刘晓光1,2, 靳少康1,2, 韦子辉3, 梁铁1,2, 王洪瑞1,2, 刘秀玲1,2   

  1. 1. 河北大学 电子信息工程学院, 河北 保定 071002;
    2. 河北省数字医疗工程重点实验室(河北大学), 河北 保定 071000;
    3. 河北大学 质量技术监督学院, 河北 保定 071002
  • 收稿日期:2020-11-20 修回日期:2021-01-27 出版日期:2021-09-10 发布日期:2021-05-12
  • 通讯作者: 刘秀玲
  • 作者简介:刘晓光(1983-),男,河北保定人,副教授,博士,主要研究方向:人体生理信号处理、智能人机交互;靳少康(1996-),男,河北邢台人,硕士研究生,主要研究方向:跌倒检测;韦子辉(1977-),男,河北保定人,副教授,博士,主要研究方向:仪器创新设计、创新方法学;梁铁(1985-),男,广西恭城人,助理工程师,硕士,主要研究方向:自动化控制、信息融合;王洪瑞(1956-),男,黑龙江克山人,教授,博士,主要研究方向:并联机构的测控理论;刘秀玲(1977-),女,河北沧州人,教授,博士,主要研究方向:医学工程。
  • 基金资助:
    国家重点研发计划项目(2017YFB1401200);河北省高等学校科学技术研究重点项目(ZD2020146);保定市科技局重点研究项目(1911Q001);河北省博士后科研项目(B2019005001);河北省高等学校创新人才百强计划项目(SLRC2017022)。

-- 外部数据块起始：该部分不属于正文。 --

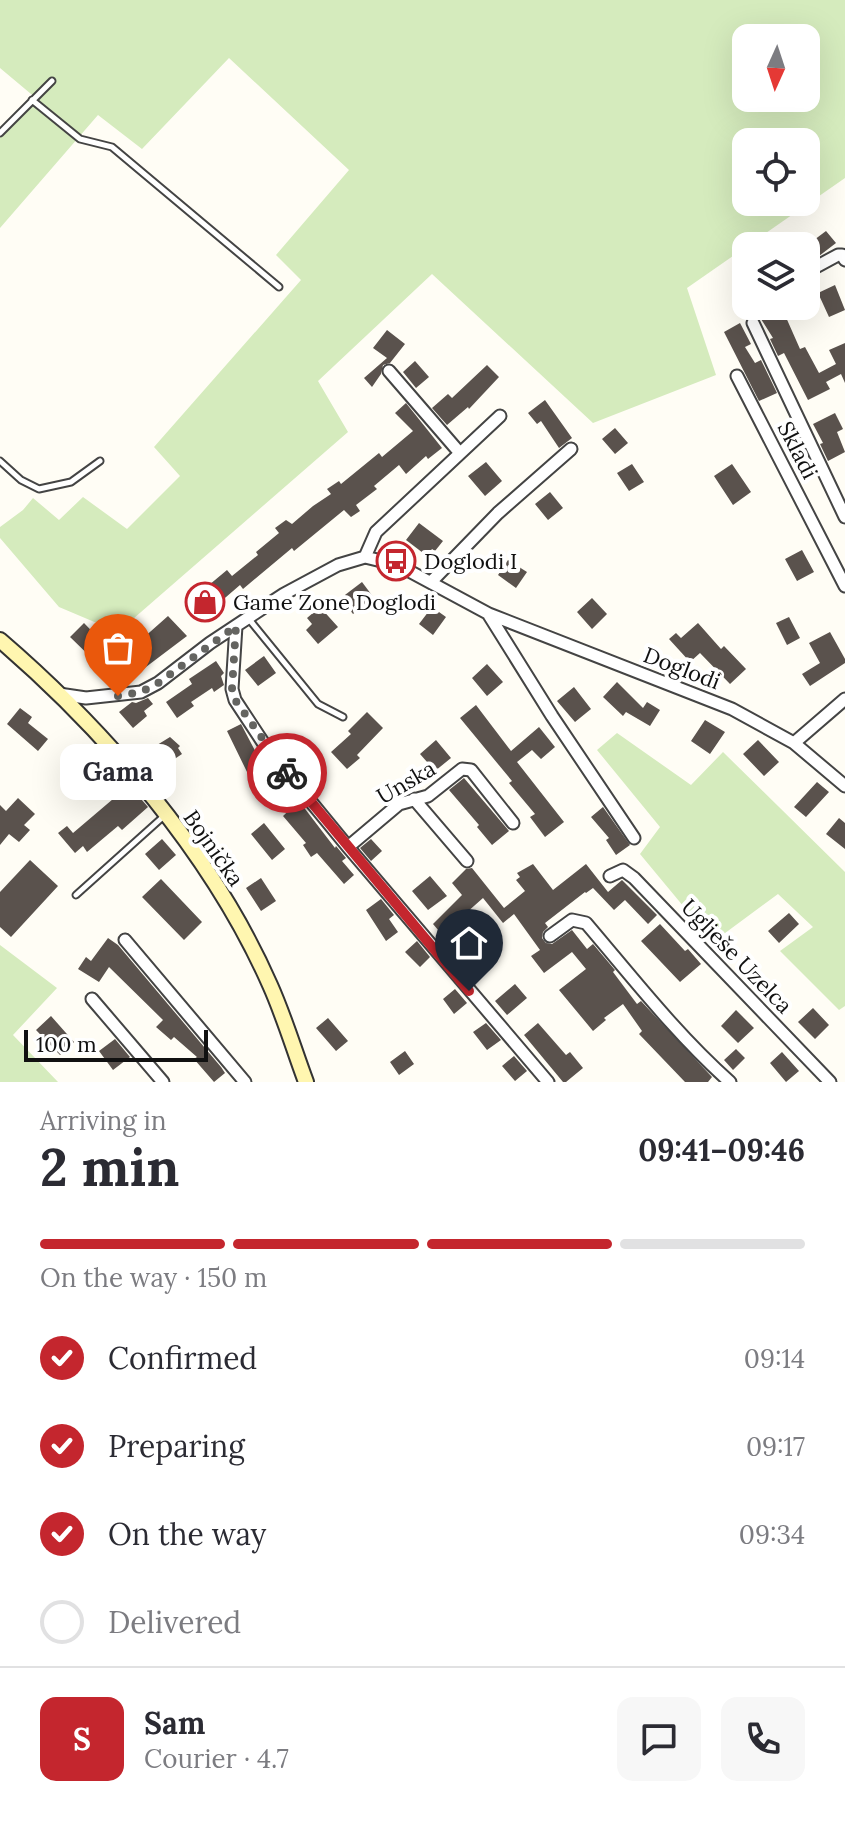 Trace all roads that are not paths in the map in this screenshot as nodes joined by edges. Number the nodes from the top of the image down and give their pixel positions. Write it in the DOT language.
graph roads {
  1 [pos="52,81"];
  2 [pos="32,100"];
  3 [pos="0,133"];
  4 [pos="845,260"];
  5 [pos="820,265"];
  6 [pos="279,287"];
  7 [pos="753,323"];
  8 [pos="389,371"];
  9 [pos="737,376"];
  10 [pos="500,416"];
  11 [pos="571,449"];
  12 [pos="459,452"];
  13 [pos="0,461"];
  14 [pos="100,461"];
  15 [pos="845,517"];
  16 [pos="365,557"];
  17 [pos="431,582"];
  18 [pos="845,586"];
  19 [pos="489,614"];
  20 [pos="248,618"];
  21 [pos="236,626"];
  22 [pos="0,640"];
  23 [pos="59,694"];
  24 [pos="845,699"];
  25 [pos="343,717"];
  26 [pos="794,743"];
  27 [pos="845,786"];
  28 [pos="414,799"];
  29 [pos="165,816"];
  30 [pos="513,823"];
  31 [pos="634,838"];
  32 [pos="348,847"];
  33 [pos="467,861"];
  34 [pos="610,876"];
  35 [pos="76,895"];
  36 [pos="550,936"];
  37 [pos="125,940"];
  38 [pos="92,999"];
  39 [pos="163,1082"];
  40 [pos="245,1082"];
  41 [pos="306,1082"];
  42 [pos="548,1082"];
  43 [pos="730,1082"];
  44 [pos="830,1082"];
  1 -- 2 [label="lane"];
  2 -- 3 [label="lane"];
  2 -- 6 [label="lane"];
  4 -- 5 [label="street"];
  7 -- 15 [label="street, Skladi"];
  8 -- 12 [label="street"];
  9 -- 18 [label="street, Skladi"];
  10 -- 12 [label="street"];
  11 -- 17 [label="street"];
  12 -- 16 [label="street"];
  13 -- 14 [label="lane"];
  16 -- 17 [label="street, Doglodi"];
  16 -- 20 [label="street"];
  17 -- 19 [label="street, Doglodi"];
  19 -- 26 [label="street, Doglodi"];
  19 -- 31 [label="street, Doglodi"];
  20 -- 21 [label="street"];
  20 -- 25 [label="lane"];
  21 -- 23 [label="street"];
  21 -- 32 [label="street"];
  22 -- 23 [label="main road, Bojnička"];
  23 -- 29 [label="main road, Bojnička"];
  24 -- 26 [label="street"];
  26 -- 27 [label="street, Doglodi"];
  28 -- 30 [label="street, Unska"];
  28 -- 32 [label="street, Unska"];
  28 -- 33 [label="street"];
  29 -- 35 [label="lane"];
  29 -- 41 [label="main road, Bojnička"];
  32 -- 42 [label="street"];
  34 -- 44 [label="street, Uglješe Uzelca"];
  36 -- 43 [label="street"];
  37 -- 40 [label="street"];
  38 -- 39 [label="street"];
}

Real-time fall detection method based on threshold and extremely randomized tree

LIU Xiaoguang1,2, JIN Shaokang1,2, WEI Zihui3, LIANG Tie1,2, WANG Hongrui1,2, LIU Xiuling1,2   

  1. 1. College of Electronic Information Engineering, Hebei University, Baoding Hebei 071002, China;
    2. Key Laboratory of Digital Medical Engineering of Hebei Province(Hebei University), Baoding Hebei 071000, China;
    3. School of Quality and Technical Supervision, Hebei University, Baoding Hebei 071002, China
  • Received:2020-11-20 Revised:2021-01-27 Online:2021-09-10 Published:2021-05-12
  • Supported by:
    This work is partially supported by the National Key Research and Development Program of China (2017YFB1401200), the Science and Technology Research Key Project of Colleges and Universities in Hebei Province (ZD2020146), the Key Research Program of Baoding City Science and Technology Bureau (1911Q001), the Postdoctoral Scientific Research Project of Hebei Province (B2019005001), the Program for Top 100 Innovative Talents in Colleges and Universities of Hebei Province (SLRC2017022).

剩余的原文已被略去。